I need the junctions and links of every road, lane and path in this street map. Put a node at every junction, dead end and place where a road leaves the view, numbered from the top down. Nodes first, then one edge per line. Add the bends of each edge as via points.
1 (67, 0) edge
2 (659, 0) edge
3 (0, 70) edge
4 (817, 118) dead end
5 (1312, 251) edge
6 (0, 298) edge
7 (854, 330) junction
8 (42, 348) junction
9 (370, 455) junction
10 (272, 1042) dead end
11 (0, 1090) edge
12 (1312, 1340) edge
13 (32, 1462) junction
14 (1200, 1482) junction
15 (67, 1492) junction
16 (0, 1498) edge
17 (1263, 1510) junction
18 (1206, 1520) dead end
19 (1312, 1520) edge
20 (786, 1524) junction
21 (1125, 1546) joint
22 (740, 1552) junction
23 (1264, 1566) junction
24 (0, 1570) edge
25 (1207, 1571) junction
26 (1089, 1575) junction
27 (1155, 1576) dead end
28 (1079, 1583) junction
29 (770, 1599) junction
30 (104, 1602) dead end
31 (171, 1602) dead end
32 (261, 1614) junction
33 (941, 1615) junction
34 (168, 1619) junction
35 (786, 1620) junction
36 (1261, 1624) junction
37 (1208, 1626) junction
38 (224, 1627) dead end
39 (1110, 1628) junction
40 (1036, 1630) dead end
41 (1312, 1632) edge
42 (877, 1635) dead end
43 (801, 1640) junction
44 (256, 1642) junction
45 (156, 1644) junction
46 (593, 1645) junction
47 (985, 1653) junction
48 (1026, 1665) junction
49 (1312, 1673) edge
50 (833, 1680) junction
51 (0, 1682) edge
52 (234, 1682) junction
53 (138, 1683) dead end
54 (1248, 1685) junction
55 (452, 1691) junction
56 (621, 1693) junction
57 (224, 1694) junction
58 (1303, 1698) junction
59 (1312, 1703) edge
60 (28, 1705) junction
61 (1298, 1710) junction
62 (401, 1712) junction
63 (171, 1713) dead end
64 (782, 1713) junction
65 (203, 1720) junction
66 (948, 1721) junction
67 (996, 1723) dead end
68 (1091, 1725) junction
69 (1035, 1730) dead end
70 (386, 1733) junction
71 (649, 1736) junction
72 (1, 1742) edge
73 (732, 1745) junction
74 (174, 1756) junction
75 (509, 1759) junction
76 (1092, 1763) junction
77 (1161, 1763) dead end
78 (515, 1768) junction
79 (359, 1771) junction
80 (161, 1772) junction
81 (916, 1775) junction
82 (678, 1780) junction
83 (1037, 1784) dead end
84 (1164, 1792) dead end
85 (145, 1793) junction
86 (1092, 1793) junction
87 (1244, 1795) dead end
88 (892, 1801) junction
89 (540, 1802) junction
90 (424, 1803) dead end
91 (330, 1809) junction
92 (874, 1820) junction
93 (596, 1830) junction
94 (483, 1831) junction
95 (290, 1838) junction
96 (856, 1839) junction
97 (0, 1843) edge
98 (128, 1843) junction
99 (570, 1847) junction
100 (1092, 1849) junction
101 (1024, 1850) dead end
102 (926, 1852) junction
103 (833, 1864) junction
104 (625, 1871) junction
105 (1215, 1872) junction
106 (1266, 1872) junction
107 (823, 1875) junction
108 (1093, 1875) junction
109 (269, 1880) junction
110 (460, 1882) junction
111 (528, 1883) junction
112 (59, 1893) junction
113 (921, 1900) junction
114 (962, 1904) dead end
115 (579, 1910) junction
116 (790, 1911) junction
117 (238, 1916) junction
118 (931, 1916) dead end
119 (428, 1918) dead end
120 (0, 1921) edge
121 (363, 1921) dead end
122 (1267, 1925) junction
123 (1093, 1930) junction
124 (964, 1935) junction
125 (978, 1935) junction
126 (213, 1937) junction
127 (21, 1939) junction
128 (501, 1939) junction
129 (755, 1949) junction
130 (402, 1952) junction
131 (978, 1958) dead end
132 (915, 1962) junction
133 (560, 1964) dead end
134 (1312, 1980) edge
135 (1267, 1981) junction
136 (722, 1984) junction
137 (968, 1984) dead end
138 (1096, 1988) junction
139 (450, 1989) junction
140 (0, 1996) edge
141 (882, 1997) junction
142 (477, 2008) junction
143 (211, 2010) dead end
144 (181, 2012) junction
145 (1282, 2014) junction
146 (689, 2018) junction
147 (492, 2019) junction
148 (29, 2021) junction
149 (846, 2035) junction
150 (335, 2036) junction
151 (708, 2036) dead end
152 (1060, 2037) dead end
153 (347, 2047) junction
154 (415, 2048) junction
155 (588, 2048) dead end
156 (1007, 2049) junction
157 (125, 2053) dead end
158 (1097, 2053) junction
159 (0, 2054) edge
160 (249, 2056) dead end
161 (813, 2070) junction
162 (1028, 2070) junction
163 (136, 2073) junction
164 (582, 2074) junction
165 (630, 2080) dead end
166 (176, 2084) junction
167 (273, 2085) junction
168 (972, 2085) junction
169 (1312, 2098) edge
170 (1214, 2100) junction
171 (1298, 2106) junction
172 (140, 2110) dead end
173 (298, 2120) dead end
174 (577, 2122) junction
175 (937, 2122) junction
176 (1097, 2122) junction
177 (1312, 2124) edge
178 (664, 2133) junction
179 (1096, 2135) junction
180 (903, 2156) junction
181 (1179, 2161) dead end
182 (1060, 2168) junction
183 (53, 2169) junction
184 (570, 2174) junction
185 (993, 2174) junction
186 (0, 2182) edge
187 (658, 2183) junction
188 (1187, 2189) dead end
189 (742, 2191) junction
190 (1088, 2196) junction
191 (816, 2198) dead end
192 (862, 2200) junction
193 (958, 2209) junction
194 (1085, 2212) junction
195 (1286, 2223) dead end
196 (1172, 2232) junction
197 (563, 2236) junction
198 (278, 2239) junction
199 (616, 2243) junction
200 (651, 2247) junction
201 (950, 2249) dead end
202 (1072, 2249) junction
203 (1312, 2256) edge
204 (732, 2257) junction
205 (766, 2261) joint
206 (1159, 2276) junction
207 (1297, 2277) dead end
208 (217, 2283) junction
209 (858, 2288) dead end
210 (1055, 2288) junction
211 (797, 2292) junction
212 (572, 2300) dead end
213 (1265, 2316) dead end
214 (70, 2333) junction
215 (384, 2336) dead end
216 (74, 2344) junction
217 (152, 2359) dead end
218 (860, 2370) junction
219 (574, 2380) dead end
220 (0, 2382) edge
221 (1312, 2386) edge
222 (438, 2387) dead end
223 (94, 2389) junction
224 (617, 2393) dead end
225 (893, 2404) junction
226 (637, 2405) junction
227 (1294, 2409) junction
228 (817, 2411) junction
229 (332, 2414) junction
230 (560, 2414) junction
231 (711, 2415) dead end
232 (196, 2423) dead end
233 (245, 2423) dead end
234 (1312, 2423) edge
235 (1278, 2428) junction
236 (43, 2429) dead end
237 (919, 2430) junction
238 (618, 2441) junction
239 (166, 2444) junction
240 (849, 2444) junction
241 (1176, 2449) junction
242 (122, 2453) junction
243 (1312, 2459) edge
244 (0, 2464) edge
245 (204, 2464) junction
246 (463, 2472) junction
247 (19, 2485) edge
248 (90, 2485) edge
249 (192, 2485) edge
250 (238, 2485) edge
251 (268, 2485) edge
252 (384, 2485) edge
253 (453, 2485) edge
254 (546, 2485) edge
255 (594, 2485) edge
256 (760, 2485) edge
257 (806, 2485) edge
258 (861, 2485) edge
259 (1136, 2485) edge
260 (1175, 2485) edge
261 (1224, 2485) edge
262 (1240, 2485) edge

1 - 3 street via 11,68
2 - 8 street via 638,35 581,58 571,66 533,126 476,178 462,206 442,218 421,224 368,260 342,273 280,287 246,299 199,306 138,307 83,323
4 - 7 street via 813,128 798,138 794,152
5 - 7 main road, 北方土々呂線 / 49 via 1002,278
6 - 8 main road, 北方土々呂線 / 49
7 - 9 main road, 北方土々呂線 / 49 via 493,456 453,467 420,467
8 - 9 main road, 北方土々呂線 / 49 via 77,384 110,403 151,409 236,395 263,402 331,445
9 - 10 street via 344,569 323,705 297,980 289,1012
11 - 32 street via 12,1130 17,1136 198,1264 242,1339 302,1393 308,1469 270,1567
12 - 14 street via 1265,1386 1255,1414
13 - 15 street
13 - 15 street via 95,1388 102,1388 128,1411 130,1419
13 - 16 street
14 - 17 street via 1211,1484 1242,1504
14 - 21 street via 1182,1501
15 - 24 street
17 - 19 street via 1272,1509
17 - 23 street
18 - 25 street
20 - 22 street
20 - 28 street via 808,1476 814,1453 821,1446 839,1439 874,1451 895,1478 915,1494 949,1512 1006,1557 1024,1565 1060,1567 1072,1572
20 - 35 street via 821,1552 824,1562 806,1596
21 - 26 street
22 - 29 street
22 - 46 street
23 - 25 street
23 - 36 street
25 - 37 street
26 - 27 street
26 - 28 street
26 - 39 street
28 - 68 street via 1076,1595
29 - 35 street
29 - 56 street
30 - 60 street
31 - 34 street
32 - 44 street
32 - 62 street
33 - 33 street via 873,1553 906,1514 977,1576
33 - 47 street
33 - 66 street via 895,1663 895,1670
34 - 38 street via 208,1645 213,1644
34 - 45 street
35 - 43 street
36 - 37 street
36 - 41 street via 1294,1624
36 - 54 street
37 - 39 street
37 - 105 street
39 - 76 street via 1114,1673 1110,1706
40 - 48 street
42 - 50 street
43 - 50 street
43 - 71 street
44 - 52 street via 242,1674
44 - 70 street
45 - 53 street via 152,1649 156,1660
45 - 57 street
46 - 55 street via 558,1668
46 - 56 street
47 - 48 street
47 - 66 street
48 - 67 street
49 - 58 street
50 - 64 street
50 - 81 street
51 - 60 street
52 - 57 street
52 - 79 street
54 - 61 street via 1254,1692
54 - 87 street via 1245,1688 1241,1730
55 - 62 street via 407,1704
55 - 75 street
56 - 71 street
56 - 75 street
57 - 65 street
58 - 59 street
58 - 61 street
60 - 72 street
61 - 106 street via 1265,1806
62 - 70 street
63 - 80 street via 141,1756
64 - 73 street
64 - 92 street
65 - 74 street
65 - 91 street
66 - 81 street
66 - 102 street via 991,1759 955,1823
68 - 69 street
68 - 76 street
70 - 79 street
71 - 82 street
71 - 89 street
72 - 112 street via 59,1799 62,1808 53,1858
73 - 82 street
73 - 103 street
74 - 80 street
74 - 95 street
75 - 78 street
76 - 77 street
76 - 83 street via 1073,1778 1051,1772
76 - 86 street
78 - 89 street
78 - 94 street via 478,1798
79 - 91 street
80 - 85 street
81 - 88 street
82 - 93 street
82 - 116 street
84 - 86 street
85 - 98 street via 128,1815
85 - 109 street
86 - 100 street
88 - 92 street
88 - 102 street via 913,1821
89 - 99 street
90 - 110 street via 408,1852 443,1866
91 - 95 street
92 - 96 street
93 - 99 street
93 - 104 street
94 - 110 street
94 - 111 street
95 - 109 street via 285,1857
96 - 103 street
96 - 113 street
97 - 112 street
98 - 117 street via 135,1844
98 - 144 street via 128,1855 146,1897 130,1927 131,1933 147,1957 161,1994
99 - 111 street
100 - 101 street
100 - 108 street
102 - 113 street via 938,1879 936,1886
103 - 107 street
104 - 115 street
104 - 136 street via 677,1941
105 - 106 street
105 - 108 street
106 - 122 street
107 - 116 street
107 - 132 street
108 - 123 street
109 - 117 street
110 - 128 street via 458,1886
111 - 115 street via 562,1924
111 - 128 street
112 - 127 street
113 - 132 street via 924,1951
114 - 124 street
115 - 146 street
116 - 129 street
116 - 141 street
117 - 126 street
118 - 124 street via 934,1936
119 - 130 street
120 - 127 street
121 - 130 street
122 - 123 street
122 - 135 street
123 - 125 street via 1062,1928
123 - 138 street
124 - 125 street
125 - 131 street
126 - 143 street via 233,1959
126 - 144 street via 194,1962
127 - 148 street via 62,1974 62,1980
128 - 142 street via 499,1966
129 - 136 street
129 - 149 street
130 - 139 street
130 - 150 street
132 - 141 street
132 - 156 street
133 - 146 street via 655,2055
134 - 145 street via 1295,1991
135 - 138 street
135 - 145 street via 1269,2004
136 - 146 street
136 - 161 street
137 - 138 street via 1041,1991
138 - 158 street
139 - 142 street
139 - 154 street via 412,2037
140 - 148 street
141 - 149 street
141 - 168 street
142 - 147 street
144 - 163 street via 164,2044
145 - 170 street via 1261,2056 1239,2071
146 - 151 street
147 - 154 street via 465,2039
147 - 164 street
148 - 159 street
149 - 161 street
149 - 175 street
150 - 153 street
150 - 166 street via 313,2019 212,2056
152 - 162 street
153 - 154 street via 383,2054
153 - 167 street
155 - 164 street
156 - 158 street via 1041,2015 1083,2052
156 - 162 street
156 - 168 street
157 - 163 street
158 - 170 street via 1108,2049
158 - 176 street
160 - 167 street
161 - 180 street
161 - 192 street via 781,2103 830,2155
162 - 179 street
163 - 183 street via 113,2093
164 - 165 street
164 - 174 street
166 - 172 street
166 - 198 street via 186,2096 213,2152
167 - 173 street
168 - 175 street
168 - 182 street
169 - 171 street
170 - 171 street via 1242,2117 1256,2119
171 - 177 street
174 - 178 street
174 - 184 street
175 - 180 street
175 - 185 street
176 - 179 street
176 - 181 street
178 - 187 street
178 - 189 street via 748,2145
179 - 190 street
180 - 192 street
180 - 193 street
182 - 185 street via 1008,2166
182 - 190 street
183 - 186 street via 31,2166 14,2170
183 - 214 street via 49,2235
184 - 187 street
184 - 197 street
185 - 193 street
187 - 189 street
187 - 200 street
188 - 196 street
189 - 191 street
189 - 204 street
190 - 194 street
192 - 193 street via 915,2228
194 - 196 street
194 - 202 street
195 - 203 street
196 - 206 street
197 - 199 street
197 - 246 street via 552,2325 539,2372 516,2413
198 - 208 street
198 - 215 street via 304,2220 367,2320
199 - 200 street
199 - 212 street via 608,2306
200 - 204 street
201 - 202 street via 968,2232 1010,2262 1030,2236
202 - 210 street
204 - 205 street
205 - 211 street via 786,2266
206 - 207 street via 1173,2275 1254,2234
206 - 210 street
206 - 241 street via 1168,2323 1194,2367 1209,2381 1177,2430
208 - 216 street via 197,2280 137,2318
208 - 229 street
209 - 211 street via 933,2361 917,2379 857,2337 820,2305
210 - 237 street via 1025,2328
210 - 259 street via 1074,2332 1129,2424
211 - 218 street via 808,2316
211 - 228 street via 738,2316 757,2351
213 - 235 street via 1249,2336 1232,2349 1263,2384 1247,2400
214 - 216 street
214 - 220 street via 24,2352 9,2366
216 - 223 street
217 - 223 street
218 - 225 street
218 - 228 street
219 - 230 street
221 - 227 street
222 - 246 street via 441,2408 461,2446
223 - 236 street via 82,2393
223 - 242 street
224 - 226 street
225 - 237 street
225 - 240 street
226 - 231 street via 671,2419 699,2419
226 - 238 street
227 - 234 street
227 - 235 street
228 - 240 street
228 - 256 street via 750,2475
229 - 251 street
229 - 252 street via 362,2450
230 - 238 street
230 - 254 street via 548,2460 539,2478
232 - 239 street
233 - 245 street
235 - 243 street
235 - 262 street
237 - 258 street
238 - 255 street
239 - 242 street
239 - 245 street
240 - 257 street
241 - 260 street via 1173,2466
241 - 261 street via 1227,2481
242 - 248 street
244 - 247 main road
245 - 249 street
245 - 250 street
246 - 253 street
+++
◆ **What the task asks**:
In the entries, how many lines include the string "road"? Only the number should be given.

◆ **Response below**:
6